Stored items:
::::::::::

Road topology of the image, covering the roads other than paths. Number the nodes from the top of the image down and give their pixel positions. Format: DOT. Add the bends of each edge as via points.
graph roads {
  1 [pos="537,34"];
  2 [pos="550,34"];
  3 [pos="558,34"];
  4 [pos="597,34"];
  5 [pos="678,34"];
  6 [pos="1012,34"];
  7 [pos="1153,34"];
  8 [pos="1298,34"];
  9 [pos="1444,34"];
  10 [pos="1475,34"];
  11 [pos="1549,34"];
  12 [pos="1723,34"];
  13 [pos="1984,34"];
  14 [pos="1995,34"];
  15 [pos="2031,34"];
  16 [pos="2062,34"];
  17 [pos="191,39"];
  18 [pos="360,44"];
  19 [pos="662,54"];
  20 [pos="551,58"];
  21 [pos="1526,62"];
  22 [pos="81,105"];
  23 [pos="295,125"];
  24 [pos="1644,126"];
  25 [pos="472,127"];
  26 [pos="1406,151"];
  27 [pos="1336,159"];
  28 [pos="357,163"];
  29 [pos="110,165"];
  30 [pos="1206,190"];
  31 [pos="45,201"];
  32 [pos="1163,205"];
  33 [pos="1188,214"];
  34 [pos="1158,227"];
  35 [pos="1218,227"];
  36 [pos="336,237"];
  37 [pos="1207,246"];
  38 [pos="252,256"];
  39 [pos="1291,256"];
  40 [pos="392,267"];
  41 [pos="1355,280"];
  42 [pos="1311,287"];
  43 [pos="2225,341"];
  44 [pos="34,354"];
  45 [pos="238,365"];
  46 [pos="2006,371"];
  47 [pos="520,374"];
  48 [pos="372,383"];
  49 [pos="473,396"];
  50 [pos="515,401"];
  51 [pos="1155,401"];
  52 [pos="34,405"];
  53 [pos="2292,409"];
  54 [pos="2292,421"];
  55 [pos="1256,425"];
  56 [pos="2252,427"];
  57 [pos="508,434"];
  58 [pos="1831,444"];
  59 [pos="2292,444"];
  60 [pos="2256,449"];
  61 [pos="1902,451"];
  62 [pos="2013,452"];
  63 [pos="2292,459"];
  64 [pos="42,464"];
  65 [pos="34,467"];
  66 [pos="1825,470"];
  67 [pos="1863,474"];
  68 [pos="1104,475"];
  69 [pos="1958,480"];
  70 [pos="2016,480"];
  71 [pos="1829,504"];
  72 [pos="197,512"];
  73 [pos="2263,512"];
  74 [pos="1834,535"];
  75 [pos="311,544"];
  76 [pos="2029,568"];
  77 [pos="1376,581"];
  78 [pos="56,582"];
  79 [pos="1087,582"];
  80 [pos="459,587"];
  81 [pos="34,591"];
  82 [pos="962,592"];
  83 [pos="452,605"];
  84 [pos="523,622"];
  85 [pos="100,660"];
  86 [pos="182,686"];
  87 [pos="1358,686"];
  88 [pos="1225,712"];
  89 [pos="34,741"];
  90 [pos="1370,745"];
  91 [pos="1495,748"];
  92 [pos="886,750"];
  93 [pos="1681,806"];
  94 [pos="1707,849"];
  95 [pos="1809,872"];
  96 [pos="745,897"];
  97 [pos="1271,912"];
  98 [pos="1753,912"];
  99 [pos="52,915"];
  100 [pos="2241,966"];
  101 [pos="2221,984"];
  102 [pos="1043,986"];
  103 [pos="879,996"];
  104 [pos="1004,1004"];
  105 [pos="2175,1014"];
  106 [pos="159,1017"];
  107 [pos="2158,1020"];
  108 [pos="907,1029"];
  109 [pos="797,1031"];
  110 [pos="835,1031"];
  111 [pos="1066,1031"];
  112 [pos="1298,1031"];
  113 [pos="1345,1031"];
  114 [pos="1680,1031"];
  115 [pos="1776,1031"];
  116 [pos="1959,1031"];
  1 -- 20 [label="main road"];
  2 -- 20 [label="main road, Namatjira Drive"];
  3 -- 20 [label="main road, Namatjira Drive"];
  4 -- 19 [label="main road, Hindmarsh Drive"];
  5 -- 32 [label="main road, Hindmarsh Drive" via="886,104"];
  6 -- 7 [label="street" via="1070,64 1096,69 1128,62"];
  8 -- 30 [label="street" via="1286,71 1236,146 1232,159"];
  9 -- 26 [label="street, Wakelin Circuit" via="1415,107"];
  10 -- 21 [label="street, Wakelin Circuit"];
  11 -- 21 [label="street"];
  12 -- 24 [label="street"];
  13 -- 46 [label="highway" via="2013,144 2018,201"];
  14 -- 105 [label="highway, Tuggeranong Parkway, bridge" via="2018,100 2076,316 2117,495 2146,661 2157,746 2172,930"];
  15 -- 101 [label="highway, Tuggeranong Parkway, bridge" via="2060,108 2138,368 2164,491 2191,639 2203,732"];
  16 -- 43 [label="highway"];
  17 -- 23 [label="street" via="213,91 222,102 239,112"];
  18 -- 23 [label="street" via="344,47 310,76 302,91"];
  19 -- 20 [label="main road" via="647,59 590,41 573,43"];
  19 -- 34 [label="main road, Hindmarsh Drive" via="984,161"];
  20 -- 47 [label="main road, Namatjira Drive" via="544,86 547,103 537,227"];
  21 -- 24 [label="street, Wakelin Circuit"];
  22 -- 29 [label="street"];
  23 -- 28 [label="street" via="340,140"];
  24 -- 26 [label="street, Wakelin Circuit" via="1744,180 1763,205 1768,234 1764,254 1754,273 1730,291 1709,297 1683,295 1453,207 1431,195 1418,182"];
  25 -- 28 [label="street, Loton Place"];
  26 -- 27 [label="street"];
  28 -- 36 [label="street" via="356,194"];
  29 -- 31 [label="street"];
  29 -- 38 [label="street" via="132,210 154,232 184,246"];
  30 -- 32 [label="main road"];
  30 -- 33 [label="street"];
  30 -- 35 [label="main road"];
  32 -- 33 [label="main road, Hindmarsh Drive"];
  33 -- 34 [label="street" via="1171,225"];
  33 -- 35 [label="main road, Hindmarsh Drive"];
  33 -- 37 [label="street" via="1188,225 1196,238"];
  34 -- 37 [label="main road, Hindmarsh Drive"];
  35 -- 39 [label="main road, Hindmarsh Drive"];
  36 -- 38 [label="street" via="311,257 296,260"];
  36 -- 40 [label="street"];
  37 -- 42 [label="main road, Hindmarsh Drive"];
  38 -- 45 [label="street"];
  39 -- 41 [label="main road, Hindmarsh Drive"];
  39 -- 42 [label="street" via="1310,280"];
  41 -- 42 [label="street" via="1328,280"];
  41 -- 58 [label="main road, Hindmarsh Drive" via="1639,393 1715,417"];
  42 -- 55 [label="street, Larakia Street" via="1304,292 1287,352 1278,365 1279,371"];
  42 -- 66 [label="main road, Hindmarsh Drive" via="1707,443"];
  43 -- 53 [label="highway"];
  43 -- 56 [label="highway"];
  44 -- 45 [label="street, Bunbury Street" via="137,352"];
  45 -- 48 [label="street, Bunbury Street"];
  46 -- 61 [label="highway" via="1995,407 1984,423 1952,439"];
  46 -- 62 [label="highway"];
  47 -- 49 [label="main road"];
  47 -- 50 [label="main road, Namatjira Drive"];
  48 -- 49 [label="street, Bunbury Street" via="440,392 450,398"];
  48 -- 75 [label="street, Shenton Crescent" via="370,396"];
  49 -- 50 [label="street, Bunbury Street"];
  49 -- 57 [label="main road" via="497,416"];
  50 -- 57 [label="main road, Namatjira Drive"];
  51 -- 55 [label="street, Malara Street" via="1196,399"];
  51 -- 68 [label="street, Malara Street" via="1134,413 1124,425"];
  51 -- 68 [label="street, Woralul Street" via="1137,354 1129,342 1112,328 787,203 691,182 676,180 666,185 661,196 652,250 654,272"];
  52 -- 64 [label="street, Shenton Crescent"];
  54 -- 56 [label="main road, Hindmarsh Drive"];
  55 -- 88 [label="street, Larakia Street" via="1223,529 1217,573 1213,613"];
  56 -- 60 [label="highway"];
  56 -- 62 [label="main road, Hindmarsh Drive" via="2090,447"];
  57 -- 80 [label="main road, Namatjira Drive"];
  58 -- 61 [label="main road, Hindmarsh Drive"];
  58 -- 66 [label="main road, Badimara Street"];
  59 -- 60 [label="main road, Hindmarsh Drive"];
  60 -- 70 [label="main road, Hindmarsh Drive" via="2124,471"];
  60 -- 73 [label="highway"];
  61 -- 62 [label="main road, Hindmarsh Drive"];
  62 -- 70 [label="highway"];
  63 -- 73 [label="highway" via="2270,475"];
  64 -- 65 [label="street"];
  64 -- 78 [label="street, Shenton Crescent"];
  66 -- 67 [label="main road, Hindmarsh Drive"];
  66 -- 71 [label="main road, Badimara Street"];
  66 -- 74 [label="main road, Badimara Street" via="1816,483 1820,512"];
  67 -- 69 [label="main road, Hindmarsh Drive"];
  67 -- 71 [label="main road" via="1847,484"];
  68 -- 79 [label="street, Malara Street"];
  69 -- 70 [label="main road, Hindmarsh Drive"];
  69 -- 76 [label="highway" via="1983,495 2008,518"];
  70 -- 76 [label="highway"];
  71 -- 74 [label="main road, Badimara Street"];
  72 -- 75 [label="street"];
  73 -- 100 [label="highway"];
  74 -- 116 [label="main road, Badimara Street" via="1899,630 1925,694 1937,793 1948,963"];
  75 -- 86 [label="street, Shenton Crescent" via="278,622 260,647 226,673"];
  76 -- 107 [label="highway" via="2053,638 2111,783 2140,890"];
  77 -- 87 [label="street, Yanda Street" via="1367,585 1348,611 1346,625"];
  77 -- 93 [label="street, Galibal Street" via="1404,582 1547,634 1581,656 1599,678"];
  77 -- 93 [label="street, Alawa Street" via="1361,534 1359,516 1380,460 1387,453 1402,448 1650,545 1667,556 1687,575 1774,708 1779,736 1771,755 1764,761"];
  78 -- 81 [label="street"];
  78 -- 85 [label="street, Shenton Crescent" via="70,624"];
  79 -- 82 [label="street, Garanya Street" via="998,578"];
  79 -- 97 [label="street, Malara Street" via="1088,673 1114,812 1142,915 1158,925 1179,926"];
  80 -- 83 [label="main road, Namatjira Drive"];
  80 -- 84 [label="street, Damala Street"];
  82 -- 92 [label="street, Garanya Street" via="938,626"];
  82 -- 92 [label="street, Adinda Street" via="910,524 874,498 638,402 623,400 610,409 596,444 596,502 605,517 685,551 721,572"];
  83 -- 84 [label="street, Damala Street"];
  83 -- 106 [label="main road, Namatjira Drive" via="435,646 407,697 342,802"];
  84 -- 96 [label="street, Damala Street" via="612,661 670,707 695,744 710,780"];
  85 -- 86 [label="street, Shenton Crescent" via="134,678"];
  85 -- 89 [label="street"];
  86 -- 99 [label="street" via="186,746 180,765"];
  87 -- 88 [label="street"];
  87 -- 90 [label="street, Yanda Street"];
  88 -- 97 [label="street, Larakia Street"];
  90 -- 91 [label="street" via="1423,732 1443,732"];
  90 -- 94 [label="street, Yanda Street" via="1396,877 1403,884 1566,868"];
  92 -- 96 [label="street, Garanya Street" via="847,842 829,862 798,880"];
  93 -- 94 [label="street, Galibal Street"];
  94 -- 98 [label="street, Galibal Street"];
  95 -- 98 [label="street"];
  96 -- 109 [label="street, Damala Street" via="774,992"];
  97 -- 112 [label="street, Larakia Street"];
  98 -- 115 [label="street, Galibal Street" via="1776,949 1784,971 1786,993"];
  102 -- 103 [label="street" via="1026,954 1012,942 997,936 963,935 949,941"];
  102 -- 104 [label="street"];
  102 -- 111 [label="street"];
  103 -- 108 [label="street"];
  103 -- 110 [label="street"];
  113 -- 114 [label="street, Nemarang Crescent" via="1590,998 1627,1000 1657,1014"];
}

::::::::::

## EXERCISE PROMPT
Scan the data above, find each line with "Shenton", and copy it.

## OUTPUT OF THE TASK
  48 -- 75 [label="street, Shenton Crescent" via="370,396"];
  52 -- 64 [label="street, Shenton Crescent"];
  64 -- 78 [label="street, Shenton Crescent"];
  75 -- 86 [label="street, Shenton Crescent" via="278,622 260,647 226,673"];
  78 -- 85 [label="street, Shenton Crescent" via="70,624"];
  85 -- 86 [label="street, Shenton Crescent" via="134,678"];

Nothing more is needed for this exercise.